■ **Exercise instructions**: Leave the images out. Give every line below again, precisely.

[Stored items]

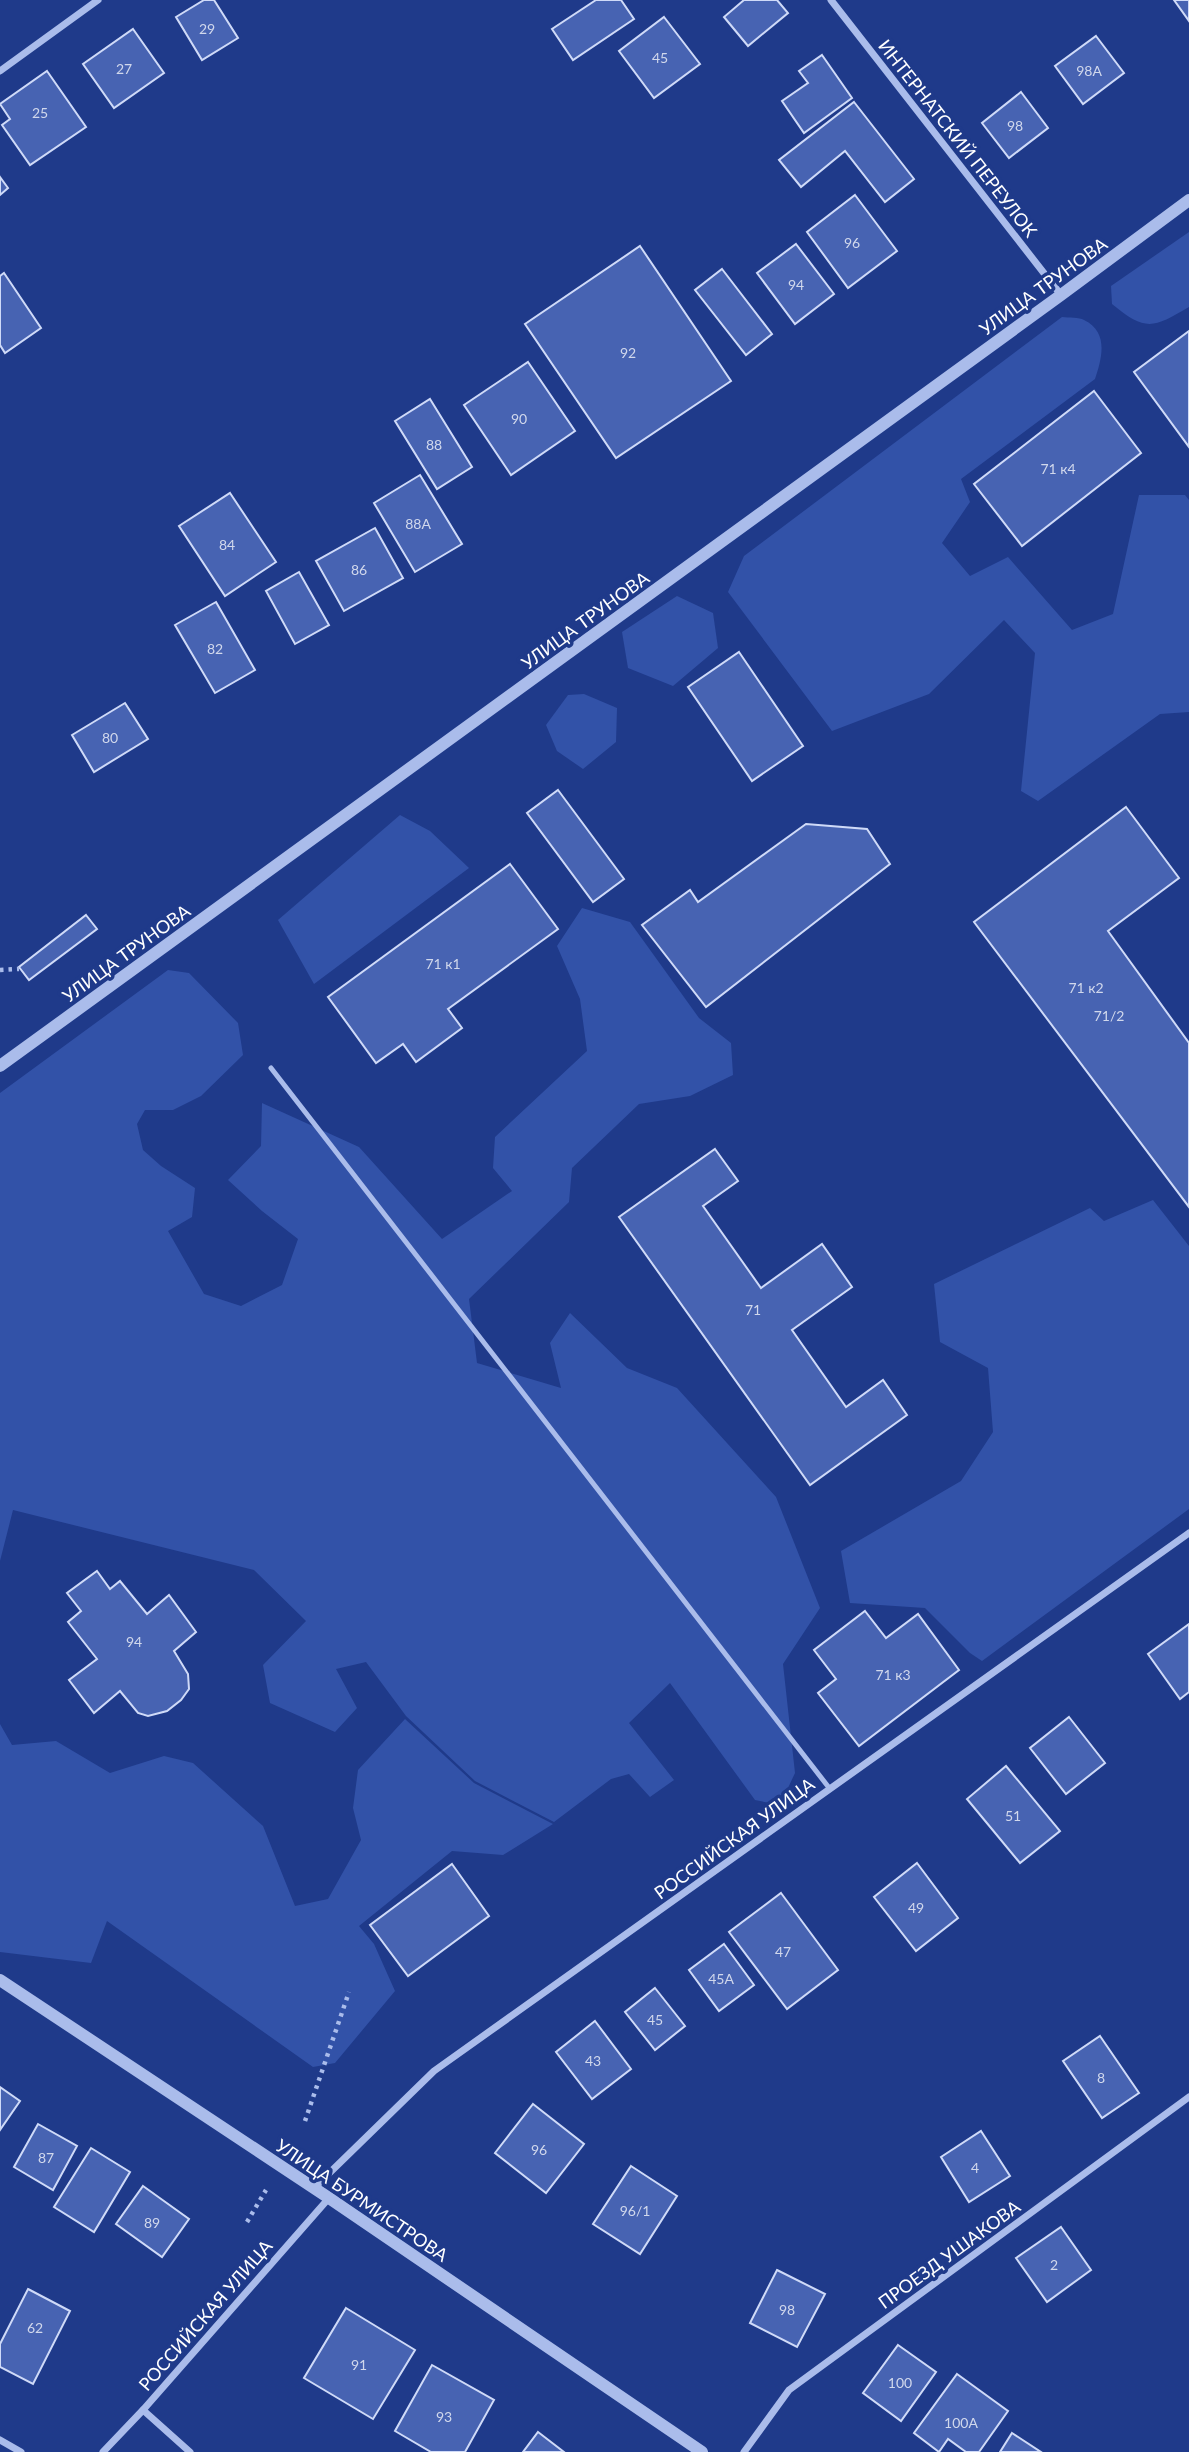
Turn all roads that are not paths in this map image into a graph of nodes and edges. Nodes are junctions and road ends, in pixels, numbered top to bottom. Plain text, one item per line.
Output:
1 (99, 0) edge
2 (831, 0) edge
3 (0, 71) edge
4 (1189, 200) edge
5 (1061, 296) junction
6 (0, 1066) edge
7 (271, 1068) dead end
8 (1189, 1533) edge
9 (830, 1789) junction
10 (0, 1980) edge
11 (1189, 2097) edge
12 (314, 2188) junction
13 (329, 2198) junction
14 (143, 2410) junction
15 (0, 2440) edge
16 (21, 2452) edge
17 (103, 2452) edge
18 (190, 2452) edge
19 (702, 2452) edge
20 (744, 2452) edge

1 - 3 street
2 - 5 street, ИНТЕРНАТСКИЙ ПЕРЕУЛОК
4 - 5 street, УЛИЦА ТРУНОВА
5 - 6 street, УЛИЦА ТРУНОВА
7 - 9 lane
8 - 9 street, РОССИЙСКАЯ УЛИЦА
9 - 12 street, РОССИЙСКАЯ УЛИЦА
10 - 12 street, УЛИЦА БУРМИСТРОВА
11 - 20 street, ПРОЕЗД УШАКОВА
12 - 13 street, УЛИЦА БУРМИСТРОВА
13 - 14 street, РОССИЙСКАЯ УЛИЦА
13 - 19 street, УЛИЦА БУРМИСТРОВА
14 - 17 street, РОССИЙСКАЯ УЛИЦА
14 - 18 street
15 - 16 street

■ **Finished task**:
Turn all roads that are not paths in this map image into a graph of nodes and edges. Nodes are junctions and road ends, in pixels, numbered top to bottom. Plain text, one item per line.
Output:
1 (99, 0) edge
2 (831, 0) edge
3 (0, 71) edge
4 (1189, 200) edge
5 (1061, 296) junction
6 (0, 1066) edge
7 (271, 1068) dead end
8 (1189, 1533) edge
9 (830, 1789) junction
10 (0, 1980) edge
11 (1189, 2097) edge
12 (314, 2188) junction
13 (329, 2198) junction
14 (143, 2410) junction
15 (0, 2440) edge
16 (21, 2452) edge
17 (103, 2452) edge
18 (190, 2452) edge
19 (702, 2452) edge
20 (744, 2452) edge

1 - 3 street
2 - 5 street, ИНТЕРНАТСКИЙ ПЕРЕУЛОК
4 - 5 street, УЛИЦА ТРУНОВА
5 - 6 street, УЛИЦА ТРУНОВА
7 - 9 lane
8 - 9 street, РОССИЙСКАЯ УЛИЦА
9 - 12 street, РОССИЙСКАЯ УЛИЦА
10 - 12 street, УЛИЦА БУРМИСТРОВА
11 - 20 street, ПРОЕЗД УШАКОВА
12 - 13 street, УЛИЦА БУРМИСТРОВА
13 - 14 street, РОССИЙСКАЯ УЛИЦА
13 - 19 street, УЛИЦА БУРМИСТРОВА
14 - 17 street, РОССИЙСКАЯ УЛИЦА
14 - 18 street
15 - 16 street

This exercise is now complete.